1. Don’t be poor-ganized
It’s easy to let administrative things slip when there’s no one to be accountable to, but your systems and processes are the backbone of your business. When you let things slip, they get stored as a to-do, another thing to catch up on later, and who needs more of those? These tasks are deathly boring, but completely necessary and could make or break your business. This is not to say that you should be spending a ton of time on them. In fact, it’s also important that they’re not taking you away from the core of your business, i.e. the stuff you love. The more you can delegate and automate, the better.
2. Schedule your bookkeeping
Isn’t it the worst when there’s a stack of crumpled receipts sitting on your desk? If you don’t have your bookkeeping automated, schedule it for every 1-2 weeks so that you’re regularly inputting your receipts, expenses, etc. Not only will it stunt the growth of that paper monster, but keeping on top of your bookkeeping is vital in case you get audited. *gasp*
3. Push yourself to get better
With no team huddles and hurrahs, it might be hard to motivate yourself to improve. Throw another block of time in your calendar every 1-2 weeks to revisit your short and long-term objectives. Not only will this fuel the fire, but it will remind you of your “why”. Why did you start this business in the first place? Go back to when the idea was germinating – what made you so excited to start? Reminding yourself of this will carry you through any trying times and will also spur new why’s to keep the passion going. After all, your business is ever-evolving, just like you.

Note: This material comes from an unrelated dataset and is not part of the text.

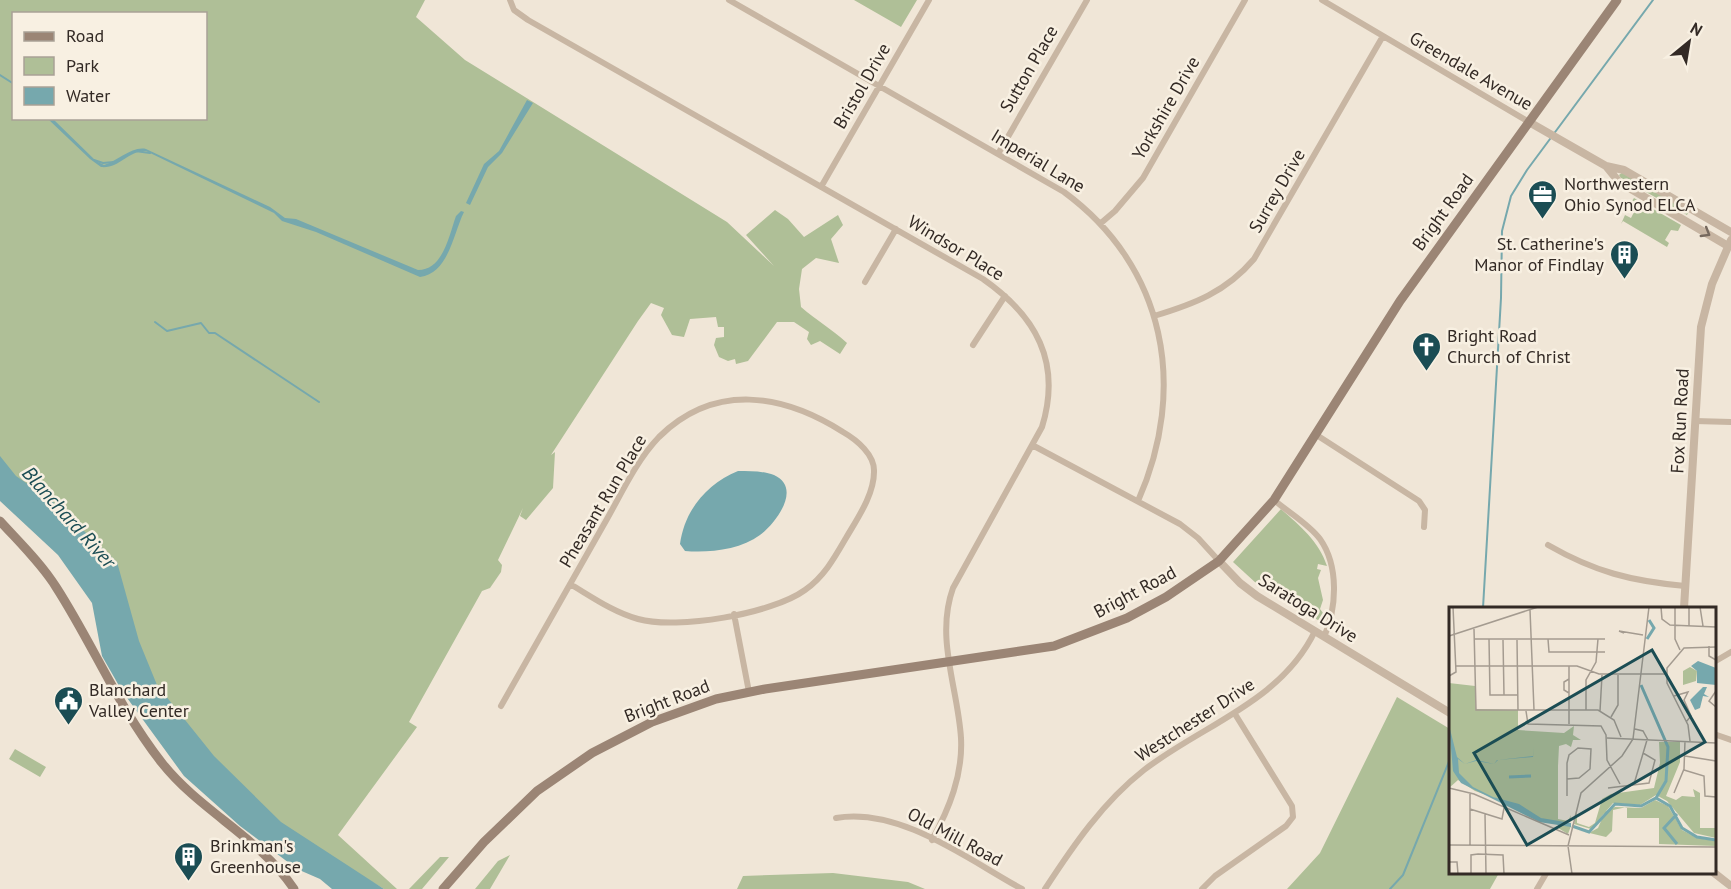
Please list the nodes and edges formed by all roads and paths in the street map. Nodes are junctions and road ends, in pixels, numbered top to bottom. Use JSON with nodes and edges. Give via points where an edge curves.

4. Be mindful of the loneliness factor
After all, one is the loneliest number, especially if you work from home. It’s quite different from being in an office setting where distractions are often and welcomed, so be sure to take regular breaks. Pop on a podcast and go take a walk. You could switch up the scenery and work from a coffee shop, co-working space, library, etc. If you find yourself struggling with getting out there, band up with other solopreneurs for jam sessions.
5. Celebrate the wins – big or small
There may not be anyone to high-five or share a glass of bubbly with when you’re making business gains on your own. Be sure to find a way to celebrate and acknowledge your wins. Rather than glossing over them and powering forward to the next goal or target, it’s important to revel in the moment and be grateful for each accomplishment, no matter the size.
6. Vent the upsets – big or small
Similar to the above, you may not have someone in the office next door that you can just jump over and vent to when something’s on your mind. Venting is highly therapeutic – just having your frustrations heard will help you move on and get back to biz. If you can’t vent to family or friends, develop an outside support system. Connect with other entrepreneurs through local meetups or small business networking events. If you can find a mentor, even better. It’s invaluable to have someone to support you and hear you out while also providing valuable knowledge and experience.